■ Exercise
Word for word, copy each record that comes after this.

■ Stored data
┏━━
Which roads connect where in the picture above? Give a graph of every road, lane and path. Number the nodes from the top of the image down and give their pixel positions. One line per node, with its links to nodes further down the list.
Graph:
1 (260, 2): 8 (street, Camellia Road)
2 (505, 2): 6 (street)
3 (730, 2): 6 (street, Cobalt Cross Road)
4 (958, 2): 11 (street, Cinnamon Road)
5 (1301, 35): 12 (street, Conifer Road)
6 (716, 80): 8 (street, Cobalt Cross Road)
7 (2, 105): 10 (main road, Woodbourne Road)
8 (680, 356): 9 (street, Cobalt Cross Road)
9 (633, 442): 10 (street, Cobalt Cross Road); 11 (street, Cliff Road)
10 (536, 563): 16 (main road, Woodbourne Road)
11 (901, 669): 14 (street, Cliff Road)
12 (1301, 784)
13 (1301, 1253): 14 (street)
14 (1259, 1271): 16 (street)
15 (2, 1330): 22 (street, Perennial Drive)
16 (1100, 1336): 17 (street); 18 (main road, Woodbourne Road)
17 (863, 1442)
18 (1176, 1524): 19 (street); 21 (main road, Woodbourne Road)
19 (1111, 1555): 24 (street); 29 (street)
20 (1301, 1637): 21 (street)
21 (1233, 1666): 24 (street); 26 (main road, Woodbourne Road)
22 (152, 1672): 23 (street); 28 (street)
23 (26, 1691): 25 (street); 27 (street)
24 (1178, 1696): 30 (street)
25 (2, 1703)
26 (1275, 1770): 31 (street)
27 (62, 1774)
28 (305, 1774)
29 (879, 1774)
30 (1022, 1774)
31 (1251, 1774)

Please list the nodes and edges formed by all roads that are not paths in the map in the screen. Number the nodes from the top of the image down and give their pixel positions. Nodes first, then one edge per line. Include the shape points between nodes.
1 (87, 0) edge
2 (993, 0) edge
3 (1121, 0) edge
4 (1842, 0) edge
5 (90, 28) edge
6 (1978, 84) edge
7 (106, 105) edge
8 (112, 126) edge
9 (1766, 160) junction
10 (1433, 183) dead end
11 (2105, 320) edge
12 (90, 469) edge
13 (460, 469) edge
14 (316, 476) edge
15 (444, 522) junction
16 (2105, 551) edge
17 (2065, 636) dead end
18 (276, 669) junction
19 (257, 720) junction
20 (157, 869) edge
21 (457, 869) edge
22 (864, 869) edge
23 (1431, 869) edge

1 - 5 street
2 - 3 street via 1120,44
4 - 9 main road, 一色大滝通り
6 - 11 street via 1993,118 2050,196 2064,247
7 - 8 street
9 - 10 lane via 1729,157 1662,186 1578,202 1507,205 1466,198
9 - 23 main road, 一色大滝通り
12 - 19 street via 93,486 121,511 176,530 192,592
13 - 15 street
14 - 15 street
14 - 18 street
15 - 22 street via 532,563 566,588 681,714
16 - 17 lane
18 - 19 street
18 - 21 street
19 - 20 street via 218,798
┗━━
■ Exercise result
Which roads connect where in the picture above? Give a graph of every road, lane and path. Number the nodes from the top of the image down and give their pixel positions. One line per node, with its links to nodes further down the list.
Graph:
1 (260, 2): 8 (street, Camellia Road)
2 (505, 2): 6 (street)
3 (730, 2): 6 (street, Cobalt Cross Road)
4 (958, 2): 11 (street, Cinnamon Road)
5 (1301, 35): 12 (street, Conifer Road)
6 (716, 80): 8 (street, Cobalt Cross Road)
7 (2, 105): 10 (main road, Woodbourne Road)
8 (680, 356): 9 (street, Cobalt Cross Road)
9 (633, 442): 10 (street, Cobalt Cross Road); 11 (street, Cliff Road)
10 (536, 563): 16 (main road, Woodbourne Road)
11 (901, 669): 14 (street, Cliff Road)
12 (1301, 784)
13 (1301, 1253): 14 (street)
14 (1259, 1271): 16 (street)
15 (2, 1330): 22 (street, Perennial Drive)
16 (1100, 1336): 17 (street); 18 (main road, Woodbourne Road)
17 (863, 1442)
18 (1176, 1524): 19 (street); 21 (main road, Woodbourne Road)
19 (1111, 1555): 24 (street); 29 (street)
20 (1301, 1637): 21 (street)
21 (1233, 1666): 24 (street); 26 (main road, Woodbourne Road)
22 (152, 1672): 23 (street); 28 (street)
23 (26, 1691): 25 (street); 27 (street)
24 (1178, 1696): 30 (street)
25 (2, 1703)
26 (1275, 1770): 31 (street)
27 (62, 1774)
28 (305, 1774)
29 (879, 1774)
30 (1022, 1774)
31 (1251, 1774)

Please list the nodes and edges formed by all roads that are not paths in the map in the screen. Number the nodes from the top of the image down and give their pixel positions. Nodes first, then one edge per line. Include the shape points between nodes.
1 (87, 0) edge
2 (993, 0) edge
3 (1121, 0) edge
4 (1842, 0) edge
5 (90, 28) edge
6 (1978, 84) edge
7 (106, 105) edge
8 (112, 126) edge
9 (1766, 160) junction
10 (1433, 183) dead end
11 (2105, 320) edge
12 (90, 469) edge
13 (460, 469) edge
14 (316, 476) edge
15 (444, 522) junction
16 (2105, 551) edge
17 (2065, 636) dead end
18 (276, 669) junction
19 (257, 720) junction
20 (157, 869) edge
21 (457, 869) edge
22 (864, 869) edge
23 (1431, 869) edge

1 - 5 street
2 - 3 street via 1120,44
4 - 9 main road, 一色大滝通り
6 - 11 street via 1993,118 2050,196 2064,247
7 - 8 street
9 - 10 lane via 1729,157 1662,186 1578,202 1507,205 1466,198
9 - 23 main road, 一色大滝通り
12 - 19 street via 93,486 121,511 176,530 192,592
13 - 15 street
14 - 15 street
14 - 18 street
15 - 22 street via 532,563 566,588 681,714
16 - 17 lane
18 - 19 street
18 - 21 street
19 - 20 street via 218,798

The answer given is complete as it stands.